In the world of higher quality digital video media, there are Blu-ray players and there are upconverting DVD players (HD DVD has since fallen by the wayside). The sales pitch of the upconverting DVD player is that it gives you comparable picture quality to a Blu-ray player, but without the investment in Blu-ray discs. In fact, an upconverting DVD player will send high quality picture to your HDTV using your existing DVDs.
So, how do upconverting DVD player work and is it all it’s cracked up to be? Read on to find out.
Blu-ray vs. DVD
An upconverting DVD player is designed to simulate the quality and definition of a Blu-ray player. To understand what kind of work the upconverting DVD player has cut out for it, you have to first understand the gap that exists between these two formats.
The main distinguisher here is the maximum resolution. Blu-ray discs have a maximum screen resolution of 1\t920 x 1080, while DVDs have a much lower resolution of 720x480. This refers to pixels per inch, and the higher, the better. Higher resolution allows for greater detail in closeups and sharper images on bigger screens.
The other difference is that most DVDs are encoded as interlaced video sources. Interlaced video, in a nutshell, means that there are alternating lines of pixels that are stitched together to create the complete picture. This is usually all well and good, but for higher end HDTVs that feature progressive scan displays, an interlaced source can lead to jagged edges and noticeable lines. Blu-ray, on the other hand, is almost always a progressive scan source. This is what it means when you see 480i vs. 480p.
What an Upconverting DVD Player Does
An upconverting DVD player tries to address both of these shortcomings that are found in a DVD video source. First, it attempts to rectify any issues that crop up when an interlaced video source (a normal DVD) gets sent to a progressive scan display (your HDTV). If successful, this deinterlacing process produces a smoother picture without the “jaggies.”
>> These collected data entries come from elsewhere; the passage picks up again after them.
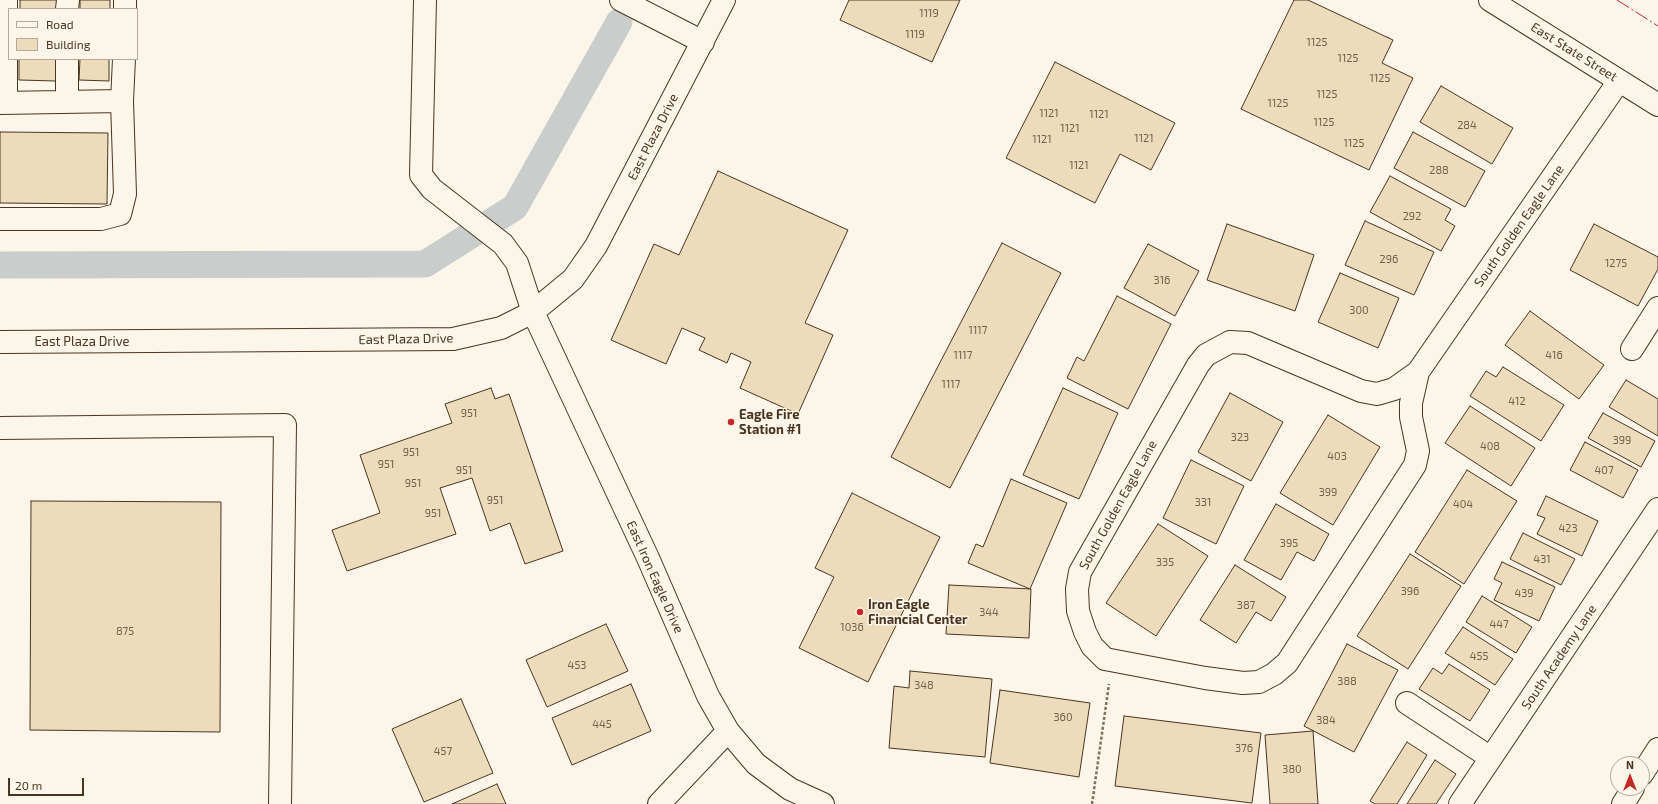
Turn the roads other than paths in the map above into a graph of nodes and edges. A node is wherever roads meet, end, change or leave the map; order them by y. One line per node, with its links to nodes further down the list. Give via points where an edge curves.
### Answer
1 (6, 0): 12 (street)
2 (425, 0): 16 (street, East Iron Eagle Drive, via 421,175 432,189 503,244 517,263)
3 (621, 0): 6 (street)
4 (724, 0): 6 (street, East Plaza Drive)
5 (1490, 0): 9 (street, East State Street)
6 (703, 42): 16 (street, East Plaza Drive, via 596,246 573,278)
7 (67, 60): 11 (street)
8 (124, 60): 10 (street)
9 (1620, 81): 13 (street, East State Street); 19 (street, South Golden Eagle Lane)
10 (122, 101): 11 (street); 14 (street, via 124,194 120,214 101,219)
11 (66, 102): 12 (street)
12 (3, 103)
13 (1658, 105)
14 (0, 219)
15 (1658, 308): 18 (street)
16 (533, 312): 17 (street, East Plaza Drive, via 498,329 453,339); 23 (street, East Iron Eagle Drive, via 648,558 708,696)
17 (0, 342)
18 (1632, 349)
19 (1418, 372): 19 (street, South Golden Eagle Lane, via 1411,403 1418,452 1415,464 1287,663 1274,674 1259,682 1243,683 1204,678 1112,660 1105,658 1092,646 1084,632 1078,611 1077,589 1080,572 1206,355 1230,342 1248,343 1362,391 1377,394 1394,389)
20 (0, 428): 27 (street, via 285,425)
21 (1658, 509): 25 (street, South Academy Lane)
22 (1407, 703): 25 (street)
23 (728, 731): 28 (street); 29 (street, East Iron Eagle Drive, via 756,764 790,789)
24 (1658, 749): 26 (street)
25 (1491, 758): 30 (street, South Academy Lane)
26 (1650, 762)
27 (280, 804)
28 (659, 804)
29 (823, 804)
30 (1460, 804)

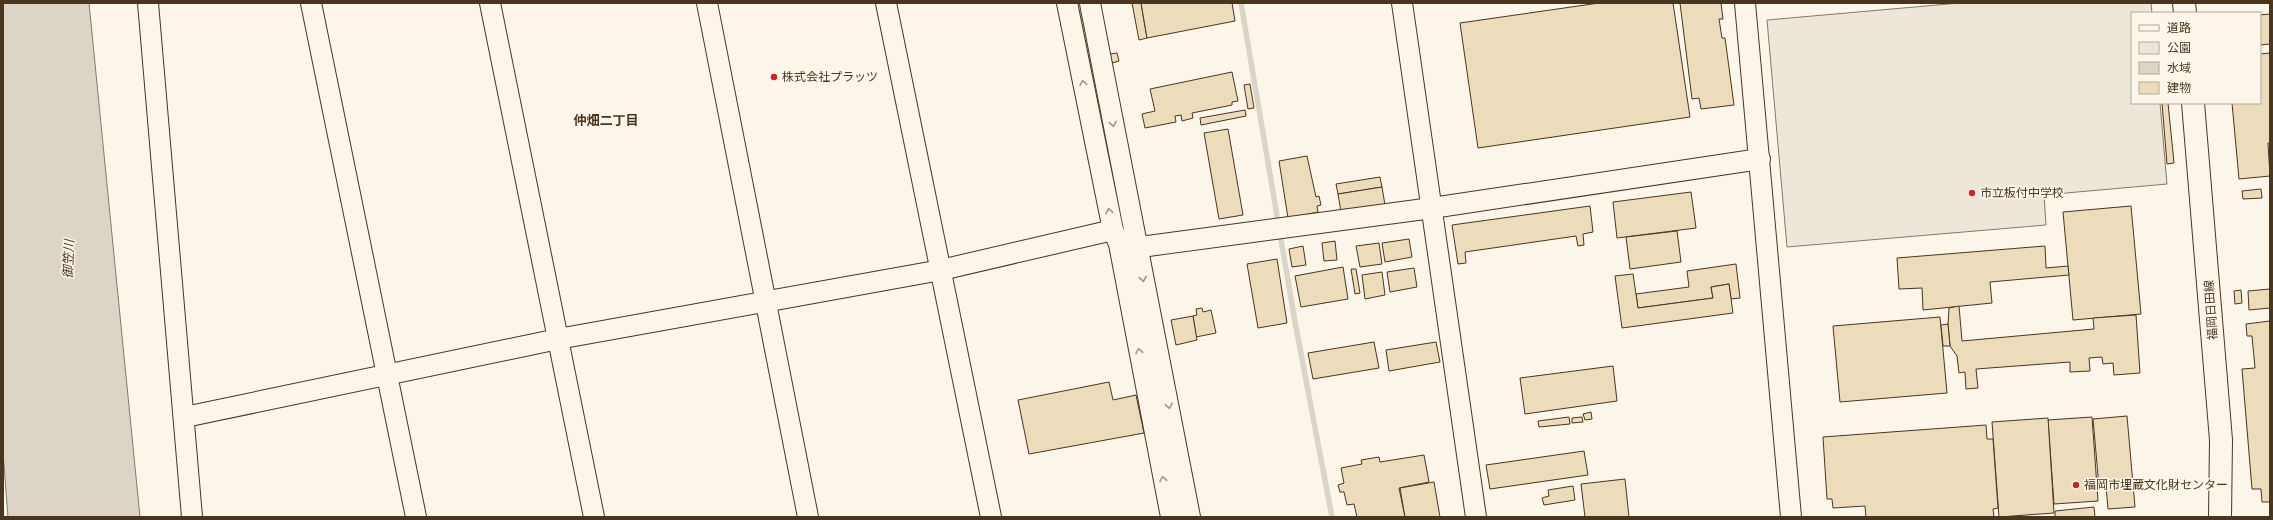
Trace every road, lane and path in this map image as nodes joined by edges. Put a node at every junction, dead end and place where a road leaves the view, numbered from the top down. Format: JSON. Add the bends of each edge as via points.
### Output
{"nodes":[{"id":1,"x":148,"y":3,"type":"edge"},
{"id":2,"x":311,"y":3,"type":"edge"},
{"id":3,"x":490,"y":3,"type":"edge"},
{"id":4,"x":707,"y":3,"type":"edge"},
{"id":5,"x":886,"y":3,"type":"edge"},
{"id":6,"x":1067,"y":3,"type":"edge"},
{"id":7,"x":1090,"y":3,"type":"edge"},
{"id":8,"x":1402,"y":3,"type":"edge"},
{"id":9,"x":1746,"y":3,"type":"edge"},
{"id":10,"x":2193,"y":104,"type":"edge"},
{"id":11,"x":1760,"y":159,"type":"junction"},
{"id":12,"x":1432,"y":208,"type":"junction"},
{"id":13,"x":1123,"y":240,"type":"junction"},
{"id":14,"x":941,"y":270,"type":"junction"},
{"id":15,"x":765,"y":301,"type":"junction"},
{"id":16,"x":558,"y":339,"type":"junction"},
{"id":17,"x":387,"y":375,"type":"junction"},
{"id":18,"x":185,"y":417,"type":"junction"},
{"id":19,"x":192,"y":517,"type":"edge"},
{"id":20,"x":416,"y":517,"type":"edge"},
{"id":21,"x":594,"y":517,"type":"edge"},
{"id":22,"x":808,"y":517,"type":"edge"},
{"id":23,"x":991,"y":517,"type":"edge"},
{"id":24,"x":1171,"y":517,"type":"edge"},
{"id":25,"x":1190,"y":517,"type":"edge"},
{"id":26,"x":1476,"y":517,"type":"edge"},
{"id":27,"x":1792,"y":517,"type":"edge"},
{"id":28,"x":2220,"y":517,"type":"edge"}],
"edges":[{"from":1,"to":18,"type":"street"},
{"from":2,"to":17,"type":"street"},
{"from":3,"to":16,"type":"street"},
{"from":4,"to":15,"type":"street"},
{"from":5,"to":14,"type":"street"},
{"from":13,"to":6,"type":"street","one_way":true},
{"from":7,"to":13,"type":"street","one_way":true},
{"from":8,"to":12,"type":"street"},
{"from":9,"to":11,"type":"street"},
{"from":10,"to":28,"type":"main road","name":"福岡日田線","via":[[2221,440]]},
{"from":11,"to":12,"type":"street"},
{"from":11,"to":27,"type":"street"},
{"from":12,"to":13,"type":"street","via":[[1148,246]]},
{"from":12,"to":26,"type":"street"},
{"from":13,"to":14,"type":"street"},
{"from":24,"to":13,"type":"street","one_way":true},
{"from":13,"to":25,"type":"street","one_way":true},
{"from":14,"to":15,"type":"street"},
{"from":14,"to":23,"type":"street"},
{"from":15,"to":16,"type":"street"},
{"from":15,"to":22,"type":"street"},
{"from":16,"to":17,"type":"street"},
{"from":16,"to":21,"type":"street"},
{"from":17,"to":18,"type":"street"},
{"from":17,"to":20,"type":"street"},
{"from":18,"to":19,"type":"street"}]}
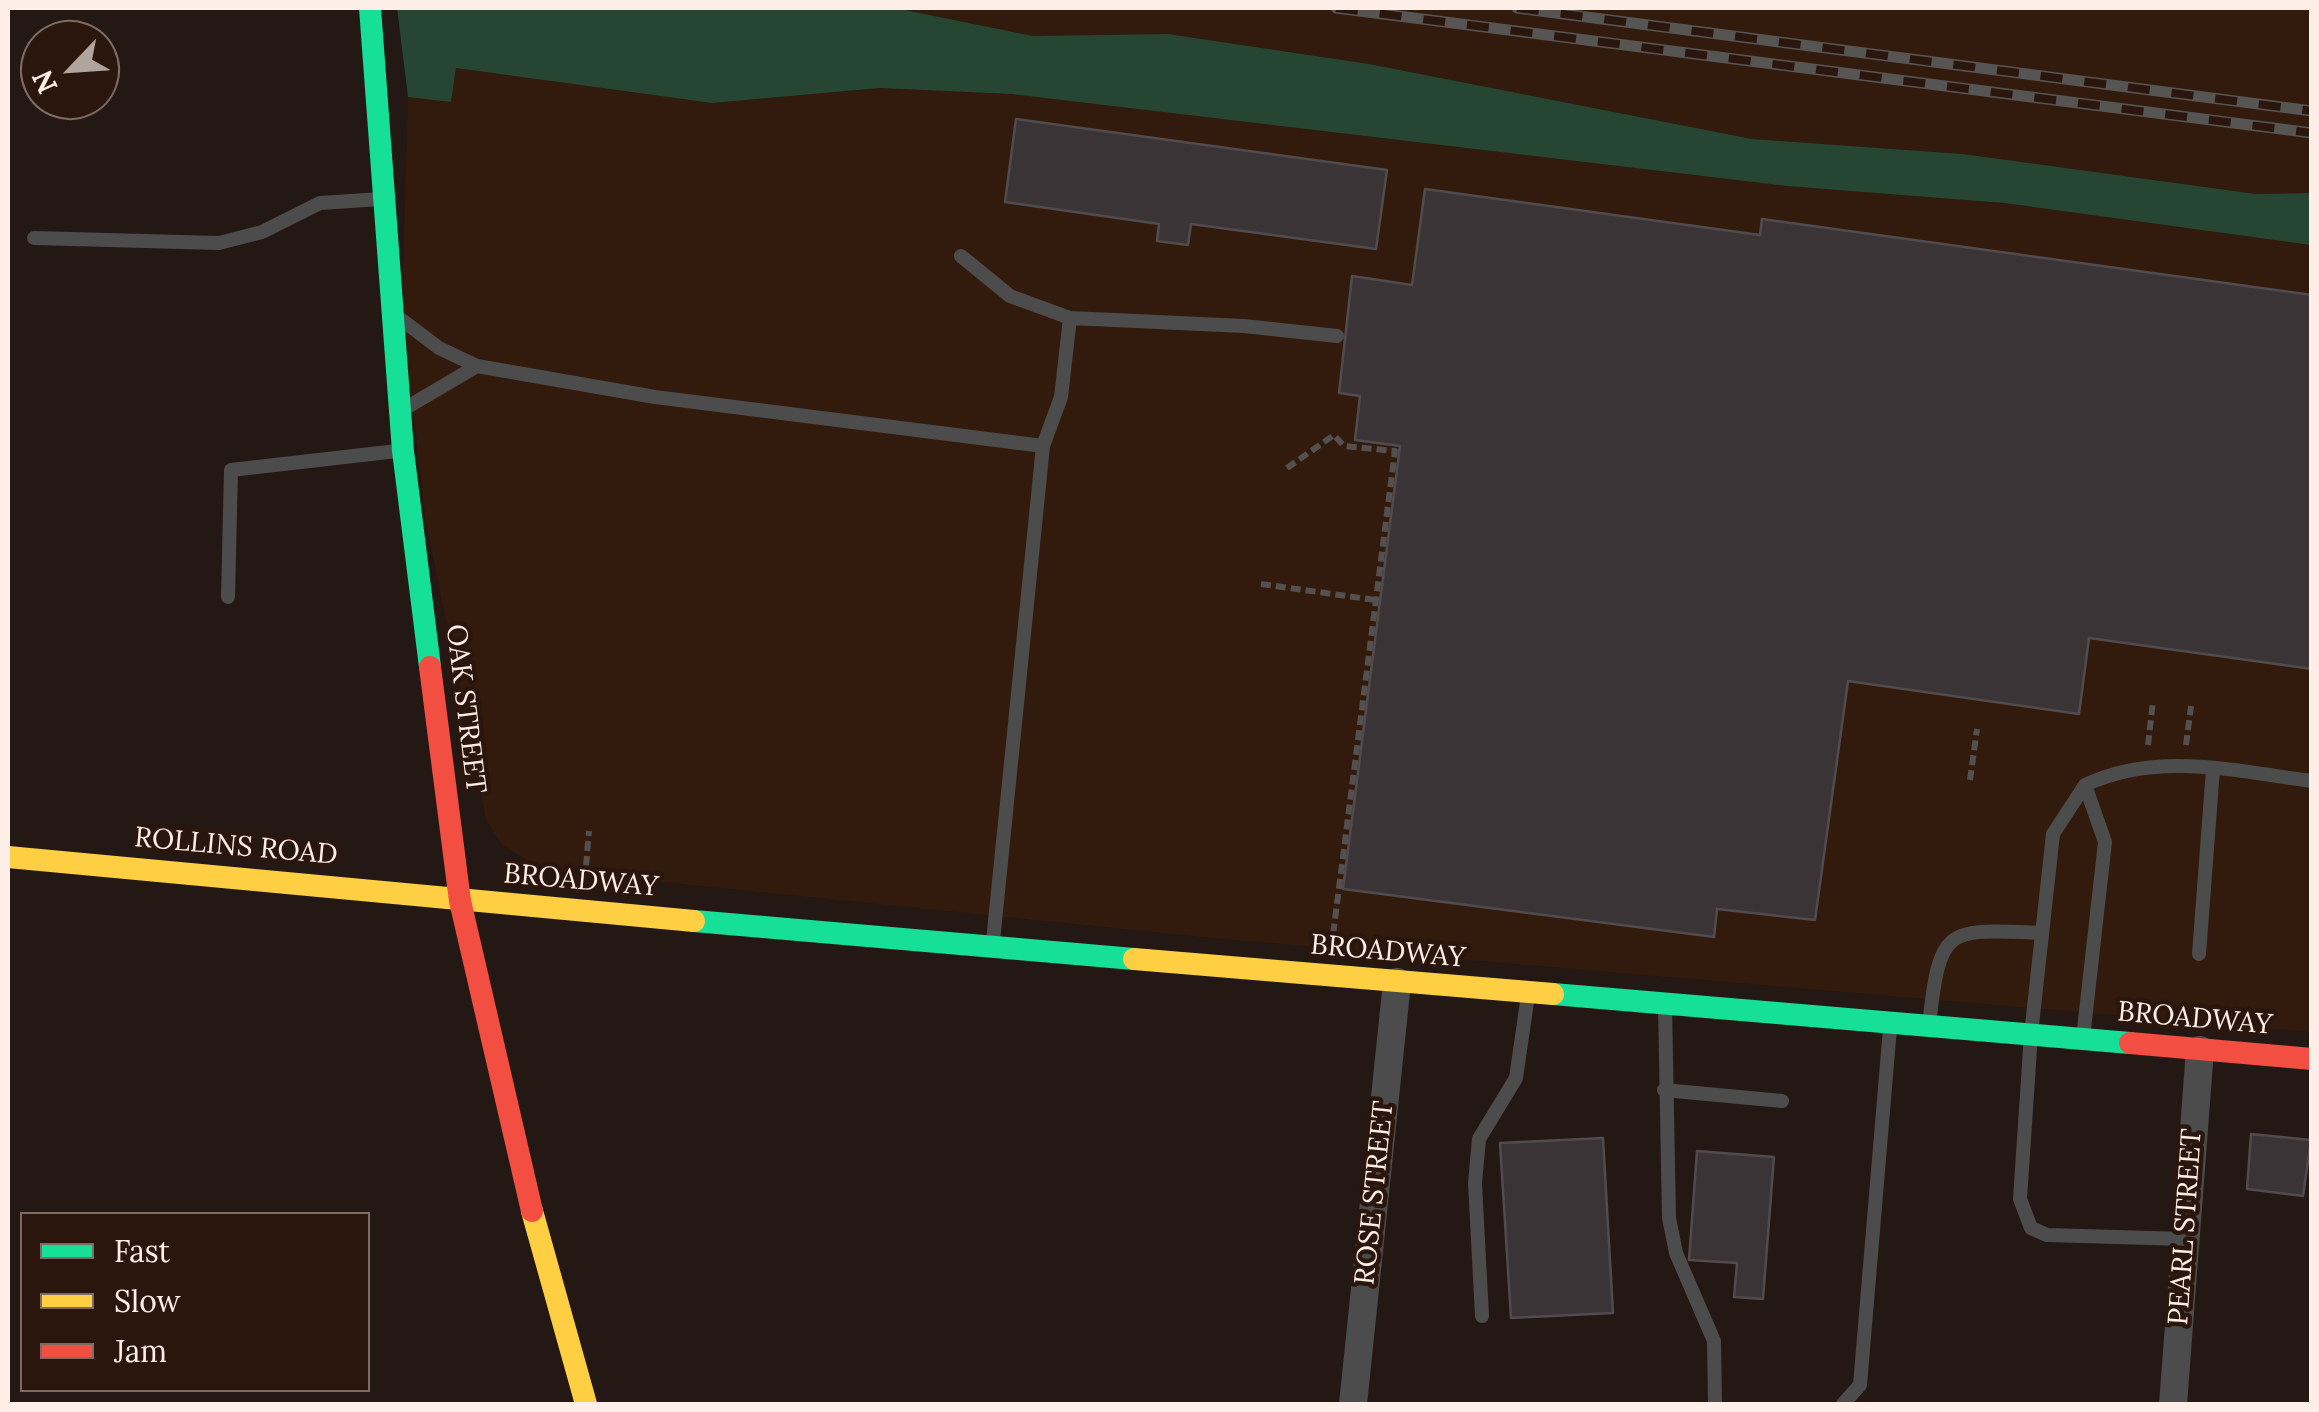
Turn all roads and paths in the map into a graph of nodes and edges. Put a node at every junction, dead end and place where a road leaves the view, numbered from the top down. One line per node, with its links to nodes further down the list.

Second, the upconverting DVD player will scale the resolution up to 1080p. This has about the same effect on quality as you could imagine if you took a 4x6 photo and blew it up to 8x10. You lose some of the sharpness, and the overall image isn’t as detailed or vibrant as if you were to go back to the original negatives and create an 8x10 print from scratch.
Thirdly, and perhaps most useful, depending on your home theater setup, is that an upconverting DVD player outputs via HDMI, as opposed to analog video component cables.
Is an Upconverting DVD Player Worth It?
Maybe. Upconverting DVD players can improve the quality of your regular DVDs, but it still falls woefully short of a true Blu-ray disc. Furthermore, many higher end TVs already have deinterlacing or upscaling chips built-in, so an upconverting DVD player may be redundant. In some cases, you may be better off saving up for a Blu-ray player—especially since upconverting DVD players are more of a transitional technology while Blu-ray players are the undisputed wave of the future.